Das Projekt Microviña ist, seinem Vorreiter, dem Inhaber von Celler La Muntanya Juan Cascant Vicent zufolge, eine Initiative zur nachhaltigen Wiederbelebung des landwirtschaftlichen Kleinbetriebs als rentables Agrarmodell. Das vor vier Jahren in seiner Bodega im Hinterland von Alicante entstandene Projekt ist eine soziale, kulturelle und umweltfreundliche Bewegung,die bereits mit verschiedenen öffentlichen Stellen und vor allem dem Verein Elviart kooperiert, wenn es um die kulturelle Aufwertung des landwirtschaftlichen Kleinbetriebs für die Wein- und Speiseölherstellung geht.

Neben der Teilnahme an verschiedenen Kulturevents und der Organisation von Kongressen zum Thema, besteht eine der vom Verein Elviart angestoßenen Aktionen in der Schaffung einer Zertifizierung zur Auszeichnung von Erzeugnissen aus traditioneller, wertorientierter Herstellung im Kleinbetrieb.

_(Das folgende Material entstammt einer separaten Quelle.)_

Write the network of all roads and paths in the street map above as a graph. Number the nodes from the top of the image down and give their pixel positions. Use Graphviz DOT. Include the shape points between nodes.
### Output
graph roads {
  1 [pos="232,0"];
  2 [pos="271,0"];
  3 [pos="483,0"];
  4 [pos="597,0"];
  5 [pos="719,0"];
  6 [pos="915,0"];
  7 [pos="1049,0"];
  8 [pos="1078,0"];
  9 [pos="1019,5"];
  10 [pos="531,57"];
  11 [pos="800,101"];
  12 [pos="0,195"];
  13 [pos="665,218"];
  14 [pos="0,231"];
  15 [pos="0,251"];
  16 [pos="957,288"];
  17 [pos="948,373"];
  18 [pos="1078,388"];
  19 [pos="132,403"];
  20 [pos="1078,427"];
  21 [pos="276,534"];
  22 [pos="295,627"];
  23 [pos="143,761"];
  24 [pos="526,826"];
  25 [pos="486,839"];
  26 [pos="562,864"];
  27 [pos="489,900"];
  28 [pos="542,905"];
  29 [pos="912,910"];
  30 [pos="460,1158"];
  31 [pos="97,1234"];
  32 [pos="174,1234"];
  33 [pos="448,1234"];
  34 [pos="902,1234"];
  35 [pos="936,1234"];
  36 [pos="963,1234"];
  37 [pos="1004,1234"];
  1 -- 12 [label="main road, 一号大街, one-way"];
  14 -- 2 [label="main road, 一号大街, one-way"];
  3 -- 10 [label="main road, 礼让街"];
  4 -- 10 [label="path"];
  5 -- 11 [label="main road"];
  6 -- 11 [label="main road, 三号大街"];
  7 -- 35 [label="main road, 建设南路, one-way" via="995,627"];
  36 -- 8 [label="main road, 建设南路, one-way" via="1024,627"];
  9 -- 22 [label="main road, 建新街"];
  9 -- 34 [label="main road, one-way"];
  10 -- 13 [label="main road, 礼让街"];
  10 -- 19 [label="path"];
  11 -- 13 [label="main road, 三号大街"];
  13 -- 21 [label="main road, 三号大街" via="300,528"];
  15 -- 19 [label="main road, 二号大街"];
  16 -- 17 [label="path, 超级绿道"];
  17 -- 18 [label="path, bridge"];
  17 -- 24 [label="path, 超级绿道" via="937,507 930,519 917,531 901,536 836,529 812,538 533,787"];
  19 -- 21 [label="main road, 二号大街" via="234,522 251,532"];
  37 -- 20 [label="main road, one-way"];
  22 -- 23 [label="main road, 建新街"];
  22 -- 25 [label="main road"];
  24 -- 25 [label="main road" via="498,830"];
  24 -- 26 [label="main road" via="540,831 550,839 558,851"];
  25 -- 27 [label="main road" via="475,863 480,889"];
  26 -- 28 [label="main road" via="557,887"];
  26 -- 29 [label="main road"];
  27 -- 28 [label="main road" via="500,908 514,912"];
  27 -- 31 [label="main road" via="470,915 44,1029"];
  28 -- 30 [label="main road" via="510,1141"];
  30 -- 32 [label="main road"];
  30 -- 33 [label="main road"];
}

Wie Juan Cascant berichtet, wendet eine Marke dieser Merkmale, wie derzeit seine Weine des Celler La Muntanya, folgende Prinzipien an:

· Überprüfung, ob der Winzer die Traube zum angemessenen Preis verkauft hat.
· Anwendung umweltschonender landwirtschaftlicher Verfahren und Verwendung einheimischer Rebsorten.
· Begünstigung sozialer, kultureller und wirtschaftlicher Beziehungen in der Umgebung des jeweiligen Weins.
· Beteiligung an der Verbreitung der Kultur, der Werte und der Tradition des Anbaugebiets.

Am 11. Mai haben die Fachbesucher der Fenavin Gelegenheit, aus erster Hand Einzelheiten dieser Pionierarbeit und ihrer Auswirkungen als Alternative zum derzeitigen Wirtschaftsmodell zu erfahren. Das Konzept Mikroweinberg wurde bereits in verschiedene Gegenden Spaniens mit ähnlichen Merkmalen exportiert, und mehrere Universitäten und öffentliche Einrichtungen haben schon Interesse bekundet, seine Möglichkeiten weiterzuerforschen.